Could you write the entries out again, exactly as they are?

(DATA SHOWN begins)

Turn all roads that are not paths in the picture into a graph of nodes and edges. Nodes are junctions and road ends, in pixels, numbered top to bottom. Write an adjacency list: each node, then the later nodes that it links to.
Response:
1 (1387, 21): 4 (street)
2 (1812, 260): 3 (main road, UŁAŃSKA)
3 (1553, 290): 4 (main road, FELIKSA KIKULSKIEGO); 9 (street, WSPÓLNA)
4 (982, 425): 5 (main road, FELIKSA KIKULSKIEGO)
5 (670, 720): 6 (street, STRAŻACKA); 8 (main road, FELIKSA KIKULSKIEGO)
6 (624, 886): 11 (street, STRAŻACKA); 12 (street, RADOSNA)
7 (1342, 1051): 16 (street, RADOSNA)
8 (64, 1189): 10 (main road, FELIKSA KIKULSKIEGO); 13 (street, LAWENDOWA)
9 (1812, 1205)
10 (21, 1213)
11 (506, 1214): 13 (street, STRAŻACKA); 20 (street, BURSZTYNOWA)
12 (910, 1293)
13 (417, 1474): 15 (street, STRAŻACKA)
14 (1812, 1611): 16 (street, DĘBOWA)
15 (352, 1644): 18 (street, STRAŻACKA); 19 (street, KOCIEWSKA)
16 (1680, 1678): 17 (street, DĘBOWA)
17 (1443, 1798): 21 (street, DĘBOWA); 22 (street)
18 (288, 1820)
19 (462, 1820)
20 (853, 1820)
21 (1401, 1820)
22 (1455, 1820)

(DATA SHOWN ends)

SOLUTION FOR THIS EXERCISE =
Turn all roads that are not paths in the picture into a graph of nodes and edges. Nodes are junctions and road ends, in pixels, numbered top to bottom. Write an adjacency list: each node, then the later nodes that it links to.
Response:
1 (1387, 21): 4 (street)
2 (1812, 260): 3 (main road, UŁAŃSKA)
3 (1553, 290): 4 (main road, FELIKSA KIKULSKIEGO); 9 (street, WSPÓLNA)
4 (982, 425): 5 (main road, FELIKSA KIKULSKIEGO)
5 (670, 720): 6 (street, STRAŻACKA); 8 (main road, FELIKSA KIKULSKIEGO)
6 (624, 886): 11 (street, STRAŻACKA); 12 (street, RADOSNA)
7 (1342, 1051): 16 (street, RADOSNA)
8 (64, 1189): 10 (main road, FELIKSA KIKULSKIEGO); 13 (street, LAWENDOWA)
9 (1812, 1205)
10 (21, 1213)
11 (506, 1214): 13 (street, STRAŻACKA); 20 (street, BURSZTYNOWA)
12 (910, 1293)
13 (417, 1474): 15 (street, STRAŻACKA)
14 (1812, 1611): 16 (street, DĘBOWA)
15 (352, 1644): 18 (street, STRAŻACKA); 19 (street, KOCIEWSKA)
16 (1680, 1678): 17 (street, DĘBOWA)
17 (1443, 1798): 21 (street, DĘBOWA); 22 (street)
18 (288, 1820)
19 (462, 1820)
20 (853, 1820)
21 (1401, 1820)
22 (1455, 1820)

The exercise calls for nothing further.